General Mechanical

General Mechanical

Topics related to Mechanical Enterprise, Motion, Additive Print and more.

Locking a displacement after force applied

    • Gurra
      Subscriber

      Hi,


       


      I am new to Ansys Workbench. I have a two load step solution. In the first load step I apply a force on a beam and the beam bends in the free end. In the second load step I want to remove the force, but lock the free end in its position. How do I do that? I have tried to put the displacements to zero when the second load step begins, but that only makes the end jump back to its original position when the analysis starts. How do I manage this? Thanks. 

    • peteroznewman
      Subscriber

      There is the manual way and the automatic way.


      The manual way is to write down the value of deformation of the tip at the end of step 1, then delete that force load and use a remote displacement in a two-step solution. On the remote displacement tabular data, you can type in the value you wrote down from the solution using a force load on line 1 and on line 2.  If your goal is to apply a force on some other face in the model in step 2, then on that Force load, it can be zero on line 1 and whatever value you wanted on line 2.


      Note that you probably want a Remote Displacement and not a Displacement on the end face of a cantilever. That is because when you apply a Force load to the end face of a cantilever, the face will move down, and also rotate.  If you apply only Displacement, the face won't rotate and you will have different deflected shape. If you apply a Remote Displacement, and only type a value in for one component (say Y component), then the face is free to rotate.


      If you put a Remote Force on that face first, and right click on that and Promote to Remote Point, you can get your Deformation result on that remote point. Then when you delete the Remote Force, you can reuse the Remote Point for the Remote Displacement and type in the value from the Remote Force deformation. This will give you the identical result.  


      The down side of the manual way is if you want to study many values of force, the process is manual and you have to repeat the process of writing down the deformation each time before you can do the two step solution.


      The automatic way involves inserting a Command Object that fixes a Degree of Freedom of a node (such as the remote point) at the current value. You have to know APDL code to put in the Command Object. The command is D.  Here is the URL link to the ANSYS Help on that command.

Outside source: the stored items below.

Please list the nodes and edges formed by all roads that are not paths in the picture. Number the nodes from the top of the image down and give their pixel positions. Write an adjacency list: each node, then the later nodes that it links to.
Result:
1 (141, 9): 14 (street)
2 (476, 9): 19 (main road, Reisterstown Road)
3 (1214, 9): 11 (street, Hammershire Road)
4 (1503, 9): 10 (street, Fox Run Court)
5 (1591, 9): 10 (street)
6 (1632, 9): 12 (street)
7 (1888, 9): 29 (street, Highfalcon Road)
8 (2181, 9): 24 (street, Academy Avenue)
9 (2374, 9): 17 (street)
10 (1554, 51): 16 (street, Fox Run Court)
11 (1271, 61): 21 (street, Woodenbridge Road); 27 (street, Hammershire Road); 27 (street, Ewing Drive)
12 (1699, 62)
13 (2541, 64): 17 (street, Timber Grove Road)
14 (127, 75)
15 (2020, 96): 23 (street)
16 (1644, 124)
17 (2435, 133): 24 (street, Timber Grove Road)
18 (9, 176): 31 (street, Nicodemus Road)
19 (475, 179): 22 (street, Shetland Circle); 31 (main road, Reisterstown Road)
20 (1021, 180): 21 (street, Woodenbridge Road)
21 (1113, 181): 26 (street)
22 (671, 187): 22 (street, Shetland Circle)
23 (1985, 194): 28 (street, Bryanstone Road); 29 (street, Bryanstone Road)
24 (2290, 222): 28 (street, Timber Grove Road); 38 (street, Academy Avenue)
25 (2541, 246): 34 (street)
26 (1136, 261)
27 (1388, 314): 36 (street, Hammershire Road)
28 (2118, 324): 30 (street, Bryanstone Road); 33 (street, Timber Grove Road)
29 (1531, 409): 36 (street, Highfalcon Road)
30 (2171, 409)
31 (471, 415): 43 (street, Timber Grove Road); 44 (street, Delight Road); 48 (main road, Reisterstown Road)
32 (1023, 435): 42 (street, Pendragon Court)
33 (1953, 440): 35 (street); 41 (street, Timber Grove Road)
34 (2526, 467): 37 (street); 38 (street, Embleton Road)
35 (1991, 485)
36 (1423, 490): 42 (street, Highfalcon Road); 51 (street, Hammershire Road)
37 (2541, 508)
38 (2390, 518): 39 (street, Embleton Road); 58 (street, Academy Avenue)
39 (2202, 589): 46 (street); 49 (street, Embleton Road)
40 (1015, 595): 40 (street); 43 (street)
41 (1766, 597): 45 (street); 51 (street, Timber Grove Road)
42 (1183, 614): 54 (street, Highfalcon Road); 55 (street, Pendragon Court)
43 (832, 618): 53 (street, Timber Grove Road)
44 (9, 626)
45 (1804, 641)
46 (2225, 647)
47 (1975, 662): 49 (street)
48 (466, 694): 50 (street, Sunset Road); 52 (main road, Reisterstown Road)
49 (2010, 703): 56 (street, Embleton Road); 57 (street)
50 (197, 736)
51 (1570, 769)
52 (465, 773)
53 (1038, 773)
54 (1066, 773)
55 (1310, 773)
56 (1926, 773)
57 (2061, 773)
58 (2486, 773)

      https://ansyshelp.ansys.com/account/secured?returnurl=/Views/Secured/corp/v201/en/ans_cmd/Hlp_C_D.html


      Here are instructions on how to open ANSYS Help URL links on the Student license.


       

    • Gurra
      Subscriber

      Ah, thanks a lot. So, to sum up, if I am to do this inside Workbench (without Command objects) I simply must run the first load step, where the force is applied, and then see what the displacement becomes. Then add that displacement in the second load step. I guess using Command Object with APDL code is the best way. I understand it that I should add:


      D,faceName,UZ,Value


      Under which item in Workbench should I add a Command Object with this line? Should "value" be zero then in the second load step? Or will that just end up with the same result as adding zero in the table in Workbench?


       


      Also thanks for clarifying the difference between disp. and remote disp, I appreciate that.